Moreover, the written essays under scrutiny were judged in relevance to academic writing features and, by no
means were they mere impromptus. Namely, inasmuch as such essays might be regarded unqualified or
inefficient in terms of academic writing, they might be regarded more than satisfactory in other writing domains.
Along these lines, academic writing as an overwhelming skill for EFL Arab-Israeli students involves more than
just producing a written piece. Minding the rudiments of writing such as grammar and mechanics, organization,
word order, subject-verb agreement, spelling, punctuation, and capitalization is fundamental yet not adequate.
Academic writing necessitates vigorous practice that fosters critical reasoning, abstract thought, argumentation,
and formal lexis not to mention tackling the triglossic nature of Arabic.
3. Method
To ascertain the reliability and the validity of the research we have employed methodological triangulation using
two rating scales to gather data in addition to existing knowledge base.
3.1 Research Design
The research comprised three phases. In the first phase, a total of 44 (19 and 25) students enrolled in two
multidimensional academic writing courses were given the same task whereby they were required to write a
300-word essay. This phase lasted two hours. In the second phase, the students’ writing skills were tested and
assessed utilising two research tools and data were collected successively from both groups. In the third phase,
the errors drawn were listed according to their frequency.

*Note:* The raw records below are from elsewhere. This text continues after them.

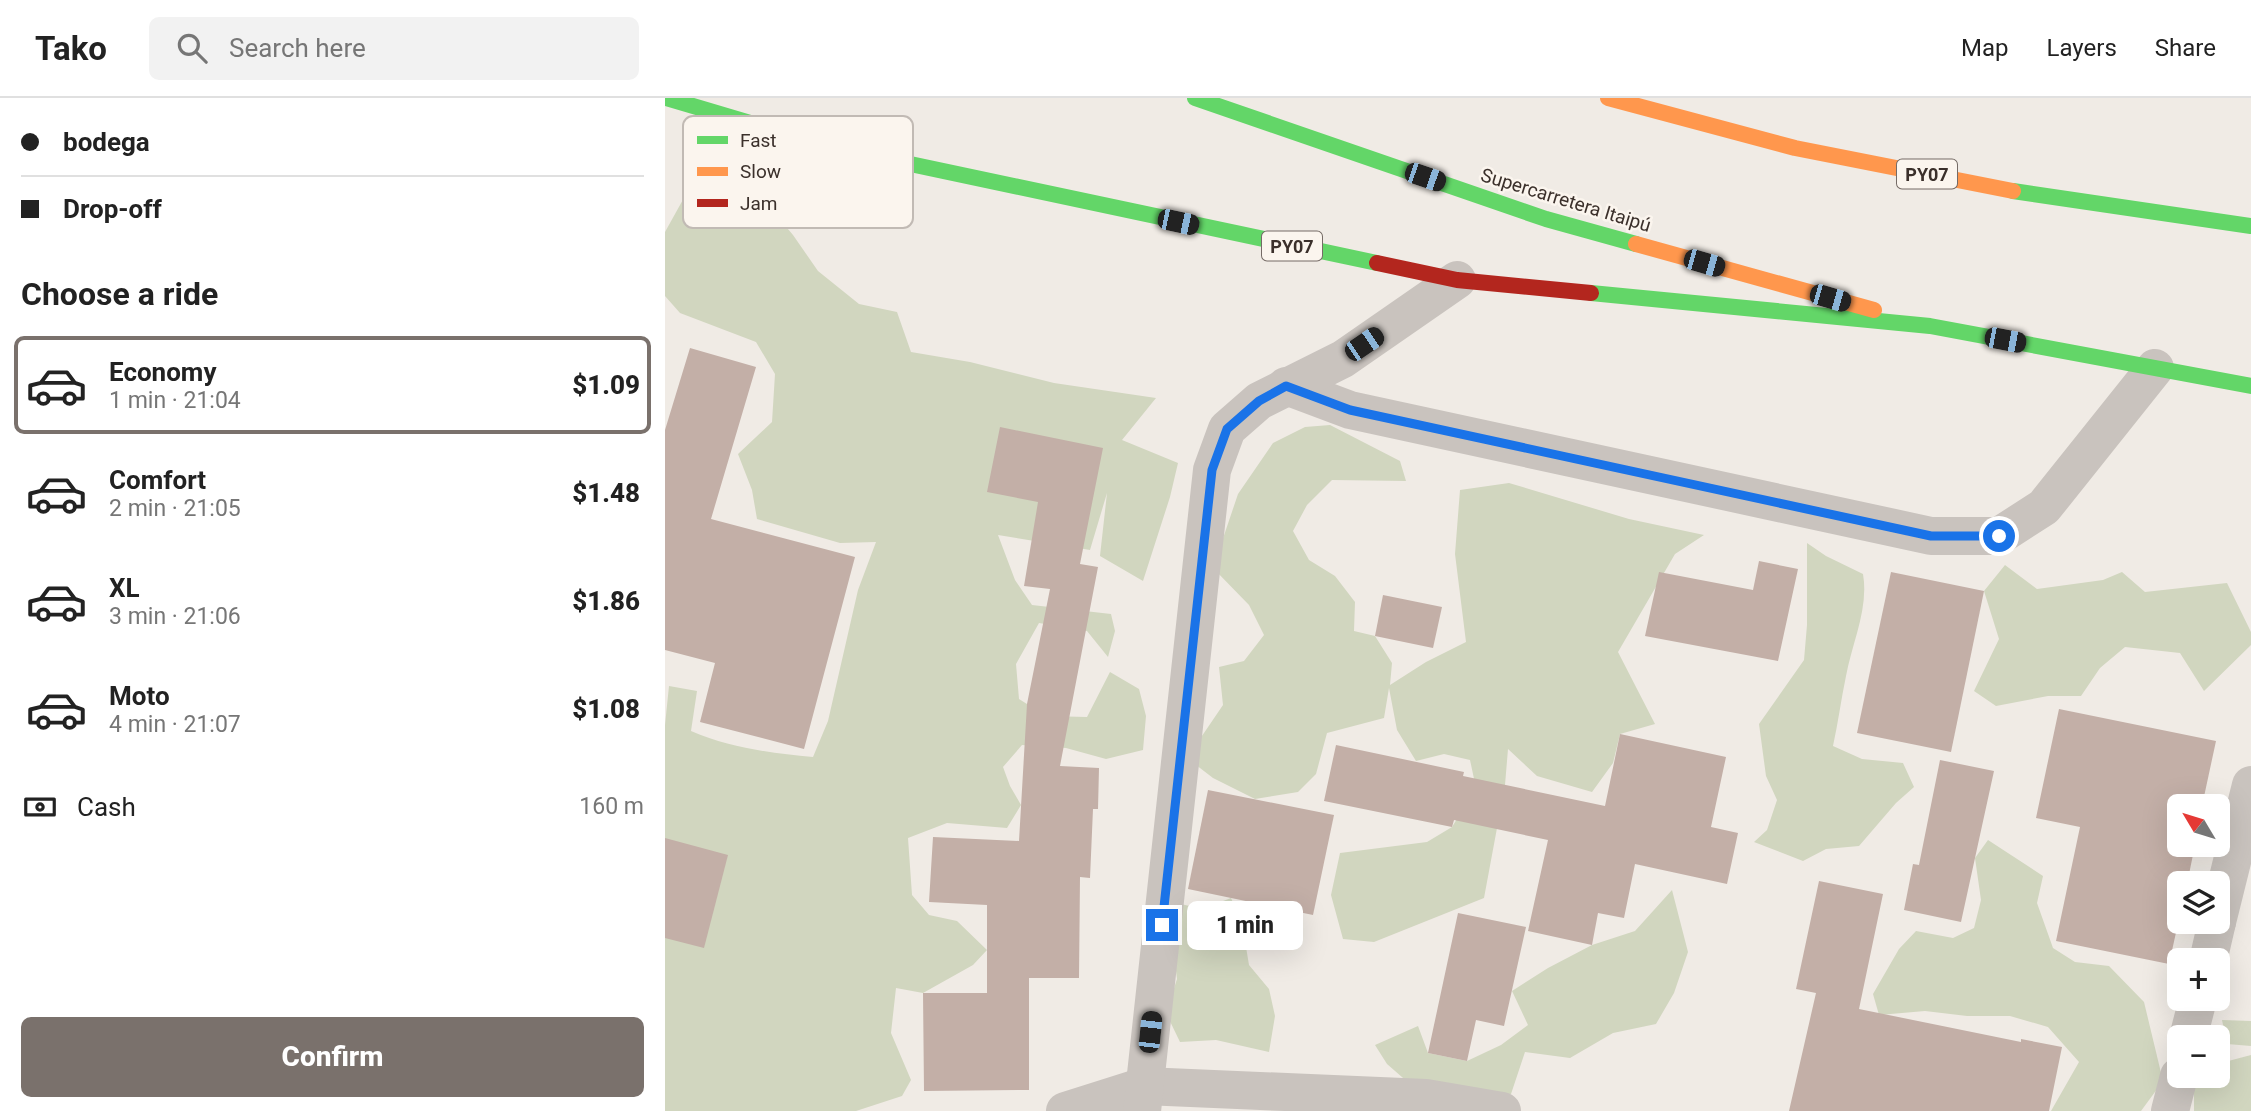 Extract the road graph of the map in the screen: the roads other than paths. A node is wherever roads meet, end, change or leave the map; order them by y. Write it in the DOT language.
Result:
graph roads {
  1 [pos="666,98"];
  2 [pos="1195,98"];
  3 [pos="1608,98"];
  4 [pos="727,116"];
  5 [pos="913,165"];
  6 [pos="2251,226"];
  7 [pos="1457,280"];
  8 [pos="1930,326"];
  9 [pos="2155,369"];
  10 [pos="1286,386"];
  11 [pos="2251,386"];
  12 [pos="2251,785"];
  13 [pos="2230,871"];
  14 [pos="2176,1088"];
  15 [pos="1143,1099"];
  16 [pos="1065,1111"];
  17 [pos="1502,1111"];
  18 [pos="2170,1111"];
  1 -- 4 [label="main road, PY07"];
  2 -- 8 [label="main road, Supercarretera Itaipú"];
  3 -- 6 [label="main road, PY07"];
  5 -- 7 [label="main road, PY07"];
  7 -- 8 [label="main road, PY07"];
  7 -- 10 [label="street"];
  8 -- 9 [label="main road, PY07"];
  9 -- 10 [label="street"];
  9 -- 11 [label="main road, PY07"];
  10 -- 15 [label="street"];
  12 -- 13 [label="street"];
  14 -- 18 [label="street"];
  15 -- 16 [label="street"];
  15 -- 17 [label="street"];
}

3.2 Research Tools (Note 5)
First, a source-based written task that was assessed by the researchers who have long-standing expertise in the
field. Second, two rating scales from which the results were amalgamated. Third, the existing knowledge base of
related literature was employed to explain the errors and their causes. One rating scale was a quantitative
descriptive method and was managed to collect data (number of errors) from the students’ written samples. This
locally tailored assessment tool was designed to address possible EFL Arab-Israeli students’ writing deficiencies
and to gauge the accuracy of the essays. This tool included 5 main criteria (formality, sentence structure,
grammar, mechanics, and lexis) and divided into 22 sub-criteria. The sub-criteria addressed errors of words, lexis,
verb tense, punctuation, language (i.e. idiomatic), sentences (vagueness, fragments), spelling, articles,
capitalizations, pronouns, contractions, word order, cohesion, run-ons, parallelism, apostrophe, passive, structure.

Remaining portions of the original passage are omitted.